It is ironic that multiverse theory is a backhanded acknowledgement of Dembski & Marks’ essential thesis. Speculative multiverse theory assumes that in an all but infinite outer context the butter of probability is spread very thinly and evenly. Hence, because no configuration is given a probabilistic bias over any others it seems unlikely that there is an intelligence out there fixing up the gambling game in favour of life. But if we are to conclude that we can shrug off life as “just one of those chance things” probability theory requires the multiverse to be truly huge. These immense dimensions are required to offset (or "pay for" in D&M's terms) the minute probability of our own apparently “rigged” cosmic environment. That the multiverse must be so extravagantly large in order to make our highly improbable context likely to come up in the long run so to speak, is eloquent testimony of just how active Dembski’s and Marks’ active information must be if our own cosmos should in fact prove to be a one-off case.
We must acknowledge of course that in the final analysis Dembski & Marks are anti-evolution ID theorists and therefore have their sights on “evilution”. They conclude that evolution, if is to work in realistic time, must be assisted by a large dollop of active information; that is, the die must be loaded in its favour. As I see it there is no disagreeing with this general conclusion, but the irony is that just as the multiverse theorists acknowledge the concept of active information in a backhanded way, Dembski & Marks provide us with the general conditions of the scenario that evolution needs in order to succeed.

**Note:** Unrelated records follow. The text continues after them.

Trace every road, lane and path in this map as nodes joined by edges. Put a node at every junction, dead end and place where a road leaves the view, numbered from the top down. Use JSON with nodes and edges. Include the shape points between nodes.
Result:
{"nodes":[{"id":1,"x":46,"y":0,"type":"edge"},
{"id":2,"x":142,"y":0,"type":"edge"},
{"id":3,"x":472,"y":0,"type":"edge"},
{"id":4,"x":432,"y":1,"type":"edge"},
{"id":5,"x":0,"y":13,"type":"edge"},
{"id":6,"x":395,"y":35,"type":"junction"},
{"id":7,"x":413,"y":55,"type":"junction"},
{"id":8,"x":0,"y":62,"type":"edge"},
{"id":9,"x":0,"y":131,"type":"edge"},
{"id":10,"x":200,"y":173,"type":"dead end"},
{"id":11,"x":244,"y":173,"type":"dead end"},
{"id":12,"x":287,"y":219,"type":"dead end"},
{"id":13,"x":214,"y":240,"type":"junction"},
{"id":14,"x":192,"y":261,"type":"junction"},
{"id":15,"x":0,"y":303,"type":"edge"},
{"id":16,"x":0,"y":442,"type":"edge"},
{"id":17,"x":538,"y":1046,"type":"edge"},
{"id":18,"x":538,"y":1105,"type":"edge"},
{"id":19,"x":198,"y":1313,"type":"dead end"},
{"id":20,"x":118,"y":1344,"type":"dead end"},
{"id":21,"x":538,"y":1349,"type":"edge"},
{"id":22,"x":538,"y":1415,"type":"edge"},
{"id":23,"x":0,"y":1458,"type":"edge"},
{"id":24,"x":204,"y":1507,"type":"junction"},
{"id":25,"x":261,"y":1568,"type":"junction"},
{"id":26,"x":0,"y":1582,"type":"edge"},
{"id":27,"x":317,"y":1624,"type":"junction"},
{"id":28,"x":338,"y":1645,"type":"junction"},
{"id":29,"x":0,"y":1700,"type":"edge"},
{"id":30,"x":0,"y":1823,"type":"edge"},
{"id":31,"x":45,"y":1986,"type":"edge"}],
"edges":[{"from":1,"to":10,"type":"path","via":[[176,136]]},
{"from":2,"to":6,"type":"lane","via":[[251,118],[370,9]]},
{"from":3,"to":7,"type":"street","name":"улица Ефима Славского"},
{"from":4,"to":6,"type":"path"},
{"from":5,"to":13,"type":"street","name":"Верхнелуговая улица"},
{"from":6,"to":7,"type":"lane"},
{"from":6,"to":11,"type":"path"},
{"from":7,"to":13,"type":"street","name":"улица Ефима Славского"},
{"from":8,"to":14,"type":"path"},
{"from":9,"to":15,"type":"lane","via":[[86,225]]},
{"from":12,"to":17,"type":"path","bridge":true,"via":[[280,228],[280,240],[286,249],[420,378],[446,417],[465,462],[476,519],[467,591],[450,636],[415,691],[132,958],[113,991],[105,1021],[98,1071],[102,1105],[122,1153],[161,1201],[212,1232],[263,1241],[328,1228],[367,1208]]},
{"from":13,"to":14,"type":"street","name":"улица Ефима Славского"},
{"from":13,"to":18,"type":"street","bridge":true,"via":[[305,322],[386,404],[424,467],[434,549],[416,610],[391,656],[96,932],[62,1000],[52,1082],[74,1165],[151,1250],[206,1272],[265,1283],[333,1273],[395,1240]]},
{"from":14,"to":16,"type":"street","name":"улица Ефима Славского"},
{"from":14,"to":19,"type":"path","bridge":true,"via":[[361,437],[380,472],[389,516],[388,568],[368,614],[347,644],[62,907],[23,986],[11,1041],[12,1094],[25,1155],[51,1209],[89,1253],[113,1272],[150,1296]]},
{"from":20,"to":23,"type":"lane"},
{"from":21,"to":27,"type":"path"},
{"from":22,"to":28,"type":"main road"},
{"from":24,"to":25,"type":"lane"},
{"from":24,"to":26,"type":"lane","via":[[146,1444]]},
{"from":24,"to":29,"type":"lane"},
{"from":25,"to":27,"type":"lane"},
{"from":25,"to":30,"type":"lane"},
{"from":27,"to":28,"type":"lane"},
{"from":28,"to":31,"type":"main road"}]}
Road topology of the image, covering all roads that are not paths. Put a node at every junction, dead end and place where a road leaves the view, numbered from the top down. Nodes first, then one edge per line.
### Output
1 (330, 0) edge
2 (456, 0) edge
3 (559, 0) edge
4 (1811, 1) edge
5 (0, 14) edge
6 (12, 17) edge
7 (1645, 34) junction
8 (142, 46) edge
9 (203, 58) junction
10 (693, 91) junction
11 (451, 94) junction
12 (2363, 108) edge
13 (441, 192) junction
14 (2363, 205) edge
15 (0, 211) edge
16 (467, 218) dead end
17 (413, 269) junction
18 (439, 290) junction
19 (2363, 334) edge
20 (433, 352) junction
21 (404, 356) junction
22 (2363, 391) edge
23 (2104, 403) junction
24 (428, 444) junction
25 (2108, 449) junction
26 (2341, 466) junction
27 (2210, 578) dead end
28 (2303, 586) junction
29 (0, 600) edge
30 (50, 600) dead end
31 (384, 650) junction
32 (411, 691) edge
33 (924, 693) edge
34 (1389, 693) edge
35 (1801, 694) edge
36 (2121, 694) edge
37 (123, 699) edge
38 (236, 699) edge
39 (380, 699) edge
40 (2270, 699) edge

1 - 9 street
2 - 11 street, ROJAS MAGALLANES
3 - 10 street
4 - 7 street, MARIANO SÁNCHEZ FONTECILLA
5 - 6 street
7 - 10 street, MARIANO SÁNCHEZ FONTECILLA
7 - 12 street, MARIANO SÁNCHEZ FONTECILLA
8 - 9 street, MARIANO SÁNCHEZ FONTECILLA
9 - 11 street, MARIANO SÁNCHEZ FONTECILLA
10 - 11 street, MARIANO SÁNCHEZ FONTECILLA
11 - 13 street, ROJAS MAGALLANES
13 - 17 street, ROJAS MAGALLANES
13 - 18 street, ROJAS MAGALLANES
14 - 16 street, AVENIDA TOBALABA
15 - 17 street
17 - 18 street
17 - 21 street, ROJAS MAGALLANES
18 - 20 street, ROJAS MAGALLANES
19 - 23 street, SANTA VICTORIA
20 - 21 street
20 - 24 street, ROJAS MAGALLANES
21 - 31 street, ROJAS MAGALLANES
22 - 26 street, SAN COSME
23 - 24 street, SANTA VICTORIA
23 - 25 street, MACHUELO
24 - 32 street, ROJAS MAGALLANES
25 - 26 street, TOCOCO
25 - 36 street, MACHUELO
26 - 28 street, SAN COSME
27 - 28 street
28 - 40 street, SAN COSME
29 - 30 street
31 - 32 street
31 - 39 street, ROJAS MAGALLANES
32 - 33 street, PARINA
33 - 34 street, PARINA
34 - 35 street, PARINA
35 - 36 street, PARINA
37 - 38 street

For Dembski & Marks’ paper, as have all the papers on “active information” I am aware of, provides no killer argument against evolution. In fact if anything it points to the general criteria that must be fulfilled if evolution is to work. They tell us that if evolution has happened then somewhere there is a bias, an improbable skew hidden up in the system. The first port of call in the search for this bias is, of course, the laws of physics. But as a rule, anti-evolution ID theorists will try to tell us that simple equations can’t create information. Their argument, such as I recall it, seems to be roughly based on the following lines.
1. The laws of physics are to be associated with necessity
2. Anything that is necessary has probability of 1.
4. The information content of anything with probability of 1 is zero
5. Therefore equations have no information content
6. Information is conserved. (I give this point a qualified acceptance)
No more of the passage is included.